The Grammy Award for Best Solo Rock Vocal Performance was an award presented at the Grammy Awards, a ceremony that was established in 1958 and originally called the Gramophone Awards, to recording artists for works (songs or albums) containing quality vocal performances in the rock music genre. Honors in several categories are presented at the ceremony annually by the National Academy of Recording Arts and Sciences of the United States to "honor artistic achievement, technical proficiency and overall excellence in the recording industry, without regard to album sales or chart position".

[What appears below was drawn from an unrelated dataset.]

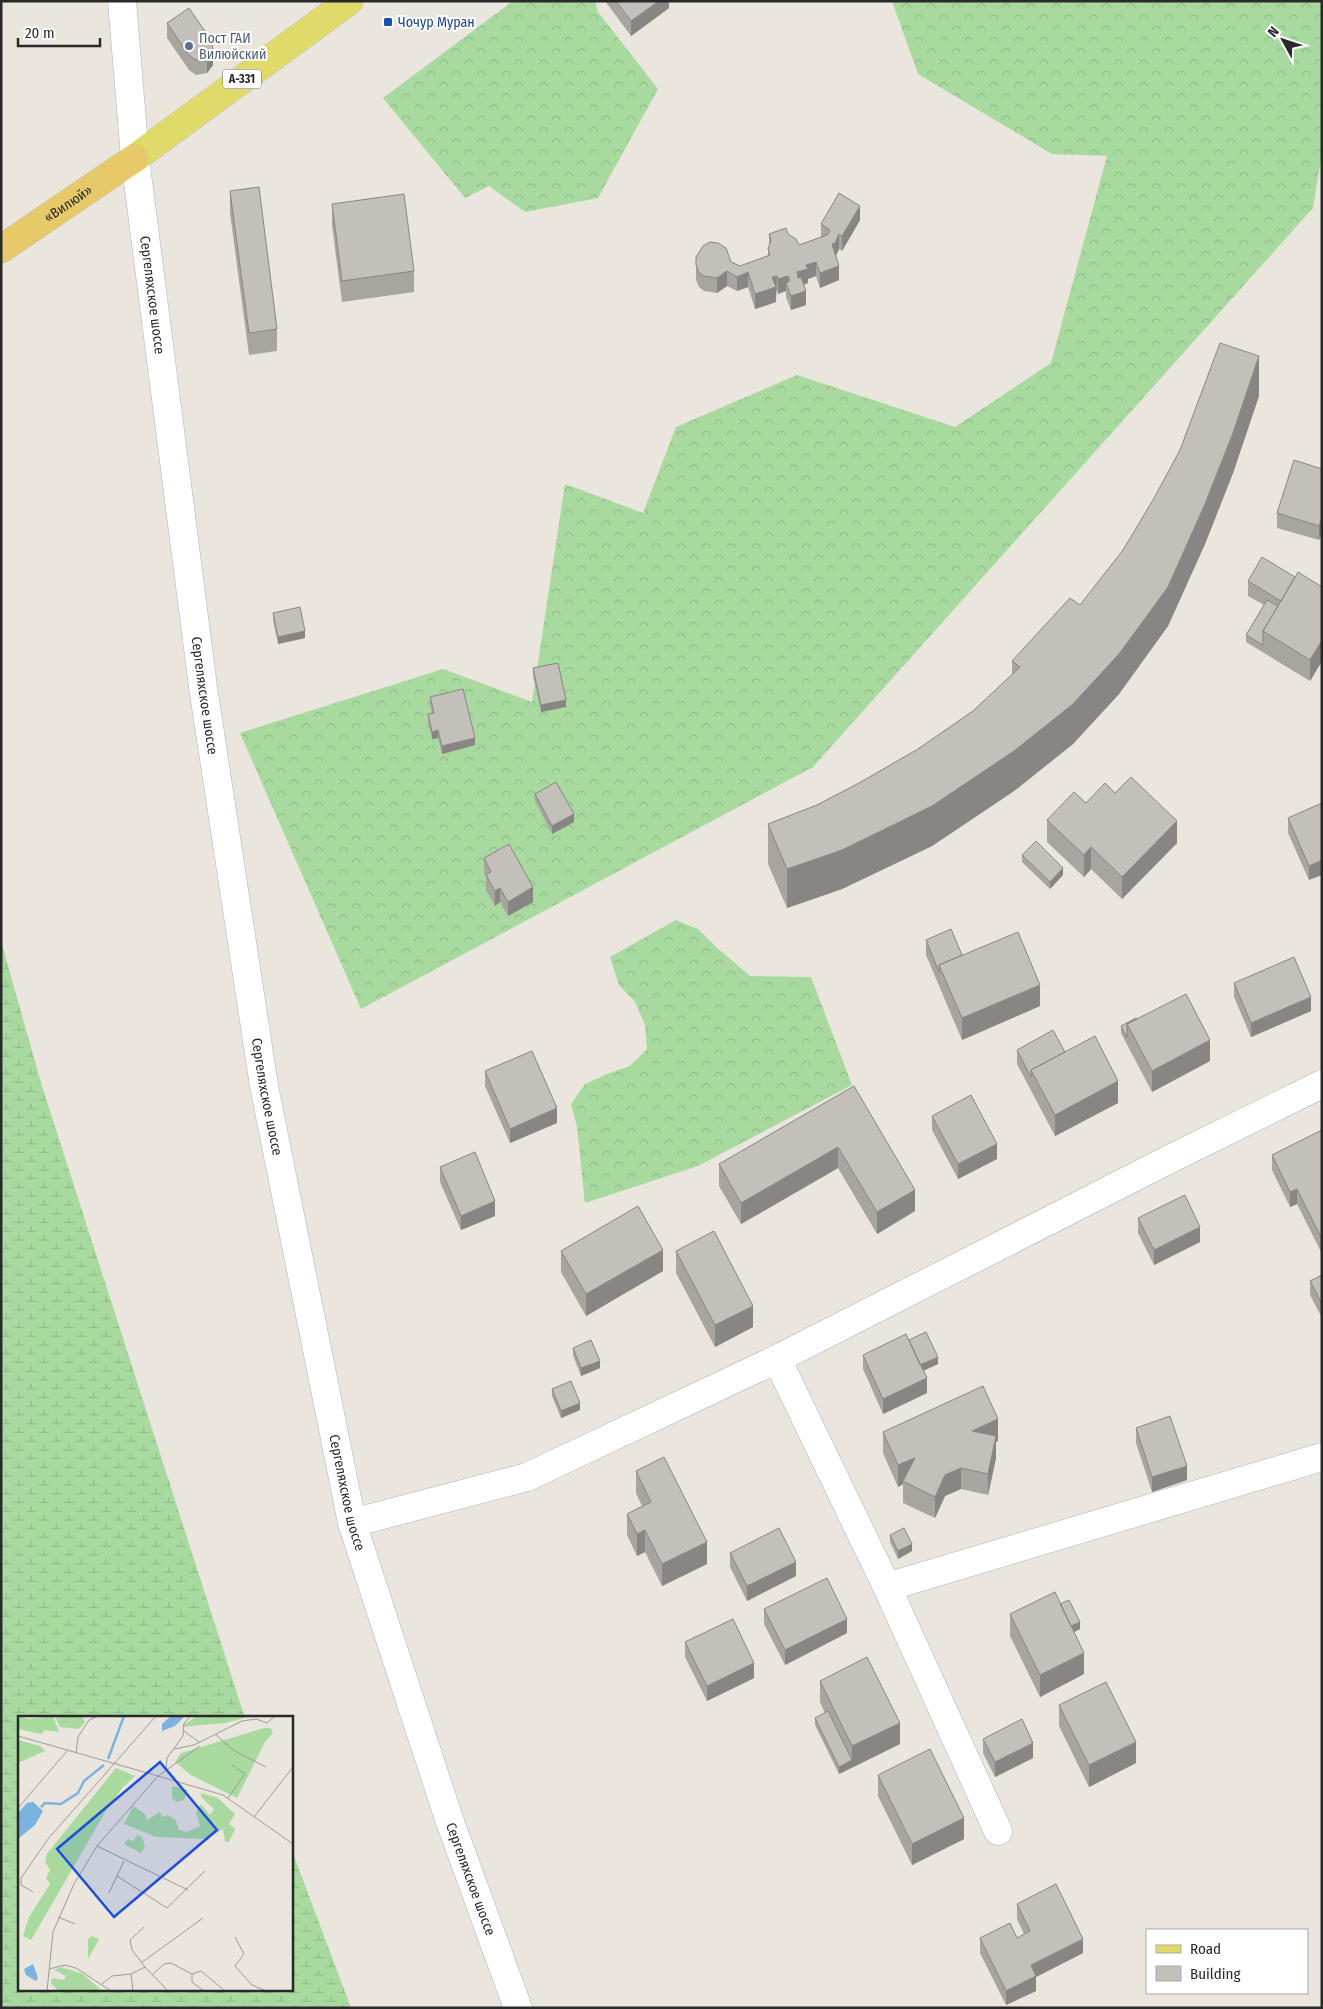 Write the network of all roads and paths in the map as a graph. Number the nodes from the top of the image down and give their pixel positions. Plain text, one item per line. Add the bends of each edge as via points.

Originally called the Grammy Award for Best Rock Vocal Performance, Solo, the award was first presented to Bruce Springsteen in 1988 for the album Tunnel of Love. Since then, the award was presented in 1992 and 1994, and has been awarded each year since 2005. Beginning with the 2005 ceremony, the name of the award was changed to Best Solo Rock Vocal Performance. For these years, the award combined and replaced the gender-specific awards for Best Male Rock Vocal Performance and Best Female Rock Vocal Performance. This fusion has been criticized, especially when females are not nominated under the solo category. The Academy has cited a lack of eligible recordings in the female rock category as the reason for the mergers.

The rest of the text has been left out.